REQUIRED WORK
Determine how many lines in these records hold "Stewart". Only the number is wanted.

DATA SUPPLIED
* * * * * * * * *
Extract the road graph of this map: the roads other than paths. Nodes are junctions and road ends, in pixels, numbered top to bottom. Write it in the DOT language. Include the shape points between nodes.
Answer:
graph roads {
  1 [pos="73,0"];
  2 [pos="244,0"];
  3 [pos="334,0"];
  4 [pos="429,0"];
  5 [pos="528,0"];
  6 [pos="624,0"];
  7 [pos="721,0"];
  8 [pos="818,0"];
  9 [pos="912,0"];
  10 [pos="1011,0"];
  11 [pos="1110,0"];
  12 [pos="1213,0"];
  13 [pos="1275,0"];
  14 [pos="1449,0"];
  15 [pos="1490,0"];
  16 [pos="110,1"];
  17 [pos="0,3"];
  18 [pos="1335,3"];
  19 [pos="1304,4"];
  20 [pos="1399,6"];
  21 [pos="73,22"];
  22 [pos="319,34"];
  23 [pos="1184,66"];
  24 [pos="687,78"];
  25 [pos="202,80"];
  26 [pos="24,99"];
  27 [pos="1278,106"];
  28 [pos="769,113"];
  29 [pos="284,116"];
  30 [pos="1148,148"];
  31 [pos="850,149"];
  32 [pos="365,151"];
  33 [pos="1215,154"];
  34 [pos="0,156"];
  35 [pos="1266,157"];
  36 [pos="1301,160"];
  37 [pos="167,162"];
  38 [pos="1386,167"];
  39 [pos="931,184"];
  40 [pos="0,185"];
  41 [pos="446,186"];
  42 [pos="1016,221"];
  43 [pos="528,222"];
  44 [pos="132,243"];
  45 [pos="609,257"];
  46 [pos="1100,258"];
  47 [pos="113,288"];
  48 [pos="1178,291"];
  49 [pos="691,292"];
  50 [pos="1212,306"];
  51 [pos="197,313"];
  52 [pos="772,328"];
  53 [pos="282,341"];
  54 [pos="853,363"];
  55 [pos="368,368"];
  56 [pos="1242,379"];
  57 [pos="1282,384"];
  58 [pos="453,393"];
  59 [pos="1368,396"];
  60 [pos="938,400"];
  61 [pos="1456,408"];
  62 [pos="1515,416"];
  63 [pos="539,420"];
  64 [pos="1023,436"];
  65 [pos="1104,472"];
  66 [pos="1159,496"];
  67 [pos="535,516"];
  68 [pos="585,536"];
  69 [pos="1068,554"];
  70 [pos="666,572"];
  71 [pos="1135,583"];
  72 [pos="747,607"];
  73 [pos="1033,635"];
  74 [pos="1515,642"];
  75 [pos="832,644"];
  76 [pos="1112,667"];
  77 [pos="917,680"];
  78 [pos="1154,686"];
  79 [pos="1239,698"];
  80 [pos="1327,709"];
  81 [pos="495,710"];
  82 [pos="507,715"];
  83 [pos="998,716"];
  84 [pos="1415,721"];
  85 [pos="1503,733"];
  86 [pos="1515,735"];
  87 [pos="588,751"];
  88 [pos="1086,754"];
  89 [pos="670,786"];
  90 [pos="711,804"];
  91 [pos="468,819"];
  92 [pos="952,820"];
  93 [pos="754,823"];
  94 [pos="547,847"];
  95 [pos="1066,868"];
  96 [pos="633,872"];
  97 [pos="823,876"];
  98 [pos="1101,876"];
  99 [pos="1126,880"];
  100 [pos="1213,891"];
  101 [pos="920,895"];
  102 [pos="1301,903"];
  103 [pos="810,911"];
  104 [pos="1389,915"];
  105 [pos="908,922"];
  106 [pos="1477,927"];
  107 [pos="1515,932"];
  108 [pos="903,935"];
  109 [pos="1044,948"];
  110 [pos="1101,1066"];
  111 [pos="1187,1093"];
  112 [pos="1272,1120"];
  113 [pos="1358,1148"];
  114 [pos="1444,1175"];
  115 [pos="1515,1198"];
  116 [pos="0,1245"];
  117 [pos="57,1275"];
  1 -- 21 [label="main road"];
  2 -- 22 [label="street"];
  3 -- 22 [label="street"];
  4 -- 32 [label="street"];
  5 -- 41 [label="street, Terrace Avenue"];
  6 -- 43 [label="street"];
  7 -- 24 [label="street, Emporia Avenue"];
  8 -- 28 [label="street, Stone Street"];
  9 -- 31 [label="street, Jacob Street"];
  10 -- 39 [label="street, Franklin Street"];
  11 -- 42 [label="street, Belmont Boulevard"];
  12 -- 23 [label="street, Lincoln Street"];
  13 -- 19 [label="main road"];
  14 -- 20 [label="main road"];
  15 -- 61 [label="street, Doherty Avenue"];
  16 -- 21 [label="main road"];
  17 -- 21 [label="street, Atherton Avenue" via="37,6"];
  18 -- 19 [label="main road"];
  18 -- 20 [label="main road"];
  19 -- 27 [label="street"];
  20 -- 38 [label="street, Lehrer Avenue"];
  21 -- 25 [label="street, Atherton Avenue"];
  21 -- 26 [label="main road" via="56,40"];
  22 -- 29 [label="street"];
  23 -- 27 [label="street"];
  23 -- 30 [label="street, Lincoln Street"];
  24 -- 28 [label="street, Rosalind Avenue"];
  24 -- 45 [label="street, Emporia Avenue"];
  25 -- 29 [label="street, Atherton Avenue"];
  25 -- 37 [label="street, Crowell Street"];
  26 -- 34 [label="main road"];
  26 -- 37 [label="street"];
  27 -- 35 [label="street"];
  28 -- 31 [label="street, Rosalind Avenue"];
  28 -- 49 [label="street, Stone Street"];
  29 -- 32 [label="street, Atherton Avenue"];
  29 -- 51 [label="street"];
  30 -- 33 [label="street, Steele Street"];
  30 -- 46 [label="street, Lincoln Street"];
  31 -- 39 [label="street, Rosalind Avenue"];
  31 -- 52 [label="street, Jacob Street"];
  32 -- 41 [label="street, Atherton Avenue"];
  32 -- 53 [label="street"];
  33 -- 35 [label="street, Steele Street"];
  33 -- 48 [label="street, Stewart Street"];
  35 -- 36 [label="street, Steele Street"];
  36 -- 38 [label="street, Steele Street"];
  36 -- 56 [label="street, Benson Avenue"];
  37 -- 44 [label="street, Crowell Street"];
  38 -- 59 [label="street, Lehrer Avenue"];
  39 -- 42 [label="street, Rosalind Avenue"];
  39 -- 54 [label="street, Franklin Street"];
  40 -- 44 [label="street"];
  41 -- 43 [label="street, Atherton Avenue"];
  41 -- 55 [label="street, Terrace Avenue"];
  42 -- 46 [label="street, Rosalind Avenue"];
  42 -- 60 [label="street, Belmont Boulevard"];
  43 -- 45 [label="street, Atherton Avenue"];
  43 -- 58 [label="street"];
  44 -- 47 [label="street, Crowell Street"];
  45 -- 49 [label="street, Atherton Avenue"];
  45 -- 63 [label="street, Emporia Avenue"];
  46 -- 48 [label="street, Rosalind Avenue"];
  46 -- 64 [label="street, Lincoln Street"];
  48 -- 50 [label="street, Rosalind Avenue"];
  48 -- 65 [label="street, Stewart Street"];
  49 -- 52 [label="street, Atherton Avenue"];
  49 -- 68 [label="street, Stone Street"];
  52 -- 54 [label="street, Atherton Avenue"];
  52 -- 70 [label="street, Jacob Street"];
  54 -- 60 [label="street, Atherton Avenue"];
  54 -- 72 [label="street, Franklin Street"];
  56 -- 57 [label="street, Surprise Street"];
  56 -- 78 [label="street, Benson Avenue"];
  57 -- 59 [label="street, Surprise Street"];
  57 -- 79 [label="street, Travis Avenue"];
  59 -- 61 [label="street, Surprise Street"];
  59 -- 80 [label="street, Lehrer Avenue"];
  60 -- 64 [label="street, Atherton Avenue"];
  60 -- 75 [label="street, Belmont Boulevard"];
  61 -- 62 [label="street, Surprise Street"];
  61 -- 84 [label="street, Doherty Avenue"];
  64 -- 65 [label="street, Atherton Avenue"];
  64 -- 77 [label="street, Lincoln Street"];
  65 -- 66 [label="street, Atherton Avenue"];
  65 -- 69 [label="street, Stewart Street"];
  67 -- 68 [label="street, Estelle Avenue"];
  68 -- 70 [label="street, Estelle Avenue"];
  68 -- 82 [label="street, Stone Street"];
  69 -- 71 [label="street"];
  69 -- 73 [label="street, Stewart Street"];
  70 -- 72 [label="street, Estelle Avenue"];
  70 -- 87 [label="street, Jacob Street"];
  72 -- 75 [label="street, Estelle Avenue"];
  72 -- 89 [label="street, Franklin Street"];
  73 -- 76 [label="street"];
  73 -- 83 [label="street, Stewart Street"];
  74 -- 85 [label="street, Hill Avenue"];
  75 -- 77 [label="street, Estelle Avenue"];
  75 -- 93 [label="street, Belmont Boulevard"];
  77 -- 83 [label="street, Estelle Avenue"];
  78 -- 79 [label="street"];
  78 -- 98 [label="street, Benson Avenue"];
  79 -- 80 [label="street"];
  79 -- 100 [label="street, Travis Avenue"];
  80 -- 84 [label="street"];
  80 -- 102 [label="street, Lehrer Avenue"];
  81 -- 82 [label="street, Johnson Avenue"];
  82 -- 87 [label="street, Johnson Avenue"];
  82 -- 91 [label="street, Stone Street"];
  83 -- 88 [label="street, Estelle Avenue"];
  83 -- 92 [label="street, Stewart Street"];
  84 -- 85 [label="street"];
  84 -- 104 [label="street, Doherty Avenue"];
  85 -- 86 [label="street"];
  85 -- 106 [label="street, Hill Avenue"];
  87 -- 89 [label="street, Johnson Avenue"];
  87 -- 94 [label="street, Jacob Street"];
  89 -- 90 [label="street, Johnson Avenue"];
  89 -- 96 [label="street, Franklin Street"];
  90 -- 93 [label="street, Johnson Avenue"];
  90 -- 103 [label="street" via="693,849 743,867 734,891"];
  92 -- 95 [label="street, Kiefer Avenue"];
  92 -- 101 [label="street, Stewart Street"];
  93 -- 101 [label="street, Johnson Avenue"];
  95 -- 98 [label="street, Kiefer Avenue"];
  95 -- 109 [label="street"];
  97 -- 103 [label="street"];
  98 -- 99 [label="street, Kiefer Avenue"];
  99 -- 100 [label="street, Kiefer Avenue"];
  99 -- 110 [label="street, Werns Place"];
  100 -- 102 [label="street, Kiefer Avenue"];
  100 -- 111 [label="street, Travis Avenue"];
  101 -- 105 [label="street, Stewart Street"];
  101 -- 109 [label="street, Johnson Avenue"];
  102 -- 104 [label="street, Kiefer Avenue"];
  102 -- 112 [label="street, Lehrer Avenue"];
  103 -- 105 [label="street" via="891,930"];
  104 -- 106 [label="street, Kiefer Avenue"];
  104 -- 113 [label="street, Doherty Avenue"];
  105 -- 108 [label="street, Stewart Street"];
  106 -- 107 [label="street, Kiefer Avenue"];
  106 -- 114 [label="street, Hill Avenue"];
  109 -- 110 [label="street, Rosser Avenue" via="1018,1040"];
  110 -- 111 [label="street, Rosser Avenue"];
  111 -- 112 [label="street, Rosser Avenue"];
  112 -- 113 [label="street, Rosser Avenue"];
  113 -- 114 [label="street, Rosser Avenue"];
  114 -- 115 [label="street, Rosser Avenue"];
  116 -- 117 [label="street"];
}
* * * * * * * * *
RESPONSE BELOW
9